A door that embodies the preferred practice of the present invention is indicated generally by the numeral 30. The door 30 is connected by hinges 32 to the left frame member 14. The door 30 is of generally rectangular shape, having horizontally spaced left and right side or edge regions 34, 36, and vertically spaced top and bottom side or edge regions 38, 40.
While FIG. 2 shows a door that is set up so as to be right-hinged (which is in contrast to the door 30 that is depicted in FIG. 1 which is set up so as to be left-hinged), the door of FIG. 2 and its associated components comprise simple mirror images of the corresponding door 30 of FIG. 1 and its associated components. Thus, for purposes of simplicity (and to make quite clear that the system of the present invention has equal application to not only left-hinged and right-hinged doors, but also to closures and hinge mounting arrangements that can take a wide variety of forms), the same reference numerals that are used in referring to the door of FIG. 1 and its associated components are utilized in referring to the door of FIG. 2 and its associated components.
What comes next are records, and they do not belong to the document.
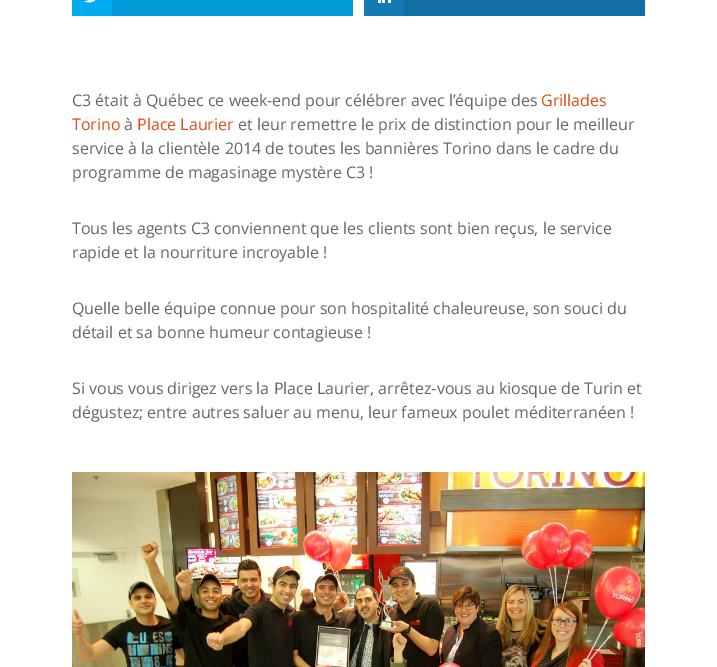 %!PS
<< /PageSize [717 667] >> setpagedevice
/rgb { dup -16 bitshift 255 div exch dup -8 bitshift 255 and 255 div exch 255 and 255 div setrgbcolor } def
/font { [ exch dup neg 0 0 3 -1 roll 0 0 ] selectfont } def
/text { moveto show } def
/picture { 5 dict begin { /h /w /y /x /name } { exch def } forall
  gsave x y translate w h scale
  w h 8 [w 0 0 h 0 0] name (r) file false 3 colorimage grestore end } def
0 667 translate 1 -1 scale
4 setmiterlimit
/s1 { /OpenSans-Regular 16 font 16#666666 rgb } def
/s2 { /OpenSans-Regular 16 font 16#E24B0E rgb } def
16#FFFFFF rgb
0 0 717 667 rectfill
16#00ABF0 rgb
72 0 40 16 rectfill
(pic1.raw) 84 0 12 3 picture
16#009AD8 rgb
112 0 241 16 rectfill
16#127BB6 rgb
364 0 40 16 rectfill
(pic2.raw) 378 0 13 3 picture
16#106FA4 rgb
404 0 241 16 rectfill
s1
(C3 était à Québec ce week-end pour célébrer avec l’équipe des) 72 106 text
s2
(Grillades) 541 106 text
(Torino) 72 130 text
s1
(à) 124 130 text
s2
(Place Laurier) 137 130 text
s1
(et leur remettre le prix de distinction pour le meilleur) 238 130 text
(service à la clientèle 2014 de toutes les bannières Torino dans le cadre du) 72 154 text
(programme de magasinage mystère C3 !) 72 178 text
(Tous les agents C3 conviennent que les clients sont bien reçus, le service) 72 234 text
(rapide et la nourriture incroyable !) 72 258 text
(Quelle belle équipe connue pour son hospitalité chaleureuse, son souci du) 72 314 text
(détail et sa bonne humeur contagieuse !) 72 338 text
(Si vous vous dirigez vers la Place Laurier, arrêtez-vous au kiosque de Turin et) 72 394 text
(dégustez; entre autres saluer au menu, leur fameux poulet méditerranéen !) 72 418 text
(pic3.raw) 72 472 573 195 picture
showpage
Referring to FIGS. 2 and 4, the door 30 has an inner panel or inner "skin" 42, and an outer panel or outer "skin" 44 that sandwich core material that is referred to generally by the numeral 50. The skins 42, 44 prefer ably are substantially flat and extend in parallel planes, spaced apart by the core material 50 which is of substantially uniform thickness.
In preferred practice, the side or edge regions 34, 36, 38, 40 are defined by a rectangular array of four structural members 45 that each are of [-shaped channel cross section. Referring to FIG. 2, the members 45 surround and enclose perimetrically extending portions of the inner and outer skins 42, 44. The [-shaped channel members 45 have inner leg members 46 that overlie perimetrically extending portions of the inner skin 42, and outer leg members 48 that overlie perimetrically extending portions of the outer skin 44.
Referring to FIGS. 1 and 2, a door control mechanism 60 is mounted on the exterior of the outer skin 44. The door control mechanism 60 has a plurality of strap-like bearing members 62 that have opposed end regions 61. Referring to FIG. 4, conventional fasteners that are indicated generally by the numeral 58, extend through aligned holes that are formed in the end regions 61 and through the various elements that comprise the structure of the door 30 to mount the strap-like bearing members 62 on the door 30.
The strap-like bearing members 62 preferably are formed as metal stampings that each have a pair of spaced U-shaped central portions 63 (best seen in FIG. 3) that closely overlie portions of an elongate, tubular, door control member 64 (so as to partially "surround" portions of the door control member 64 in a "slip fit" that serves to assist in "journaling" or mounting the door control member 64 on the door 30 for pivotal movement relative to the door 30 about an imaginary vertical axis that is indicated by the numeral 66).
The tubular door control member 64 extends coaxially about the axis 66. The axis 66 is spaced from but extends substantially vertical, in substantially parallel relationship to the exterior surface of the outer skin 44.
A door control handle 70 of conventional configuration connects with the door control member 64 for pivotally moving the door control member 64 about the axis 66 between latched and unlatched positions. It is the purpose of the handle 70 to bring engaged cam and keeper members 80, 90 into and out of latching engagement--which can only be effected when the door 30 is in a "substantially closed" position (i.e., a position wherein the cam and keeper members 80, 90 already are in engagement such that they are properly positioned for movement either into or out of latching interengagement).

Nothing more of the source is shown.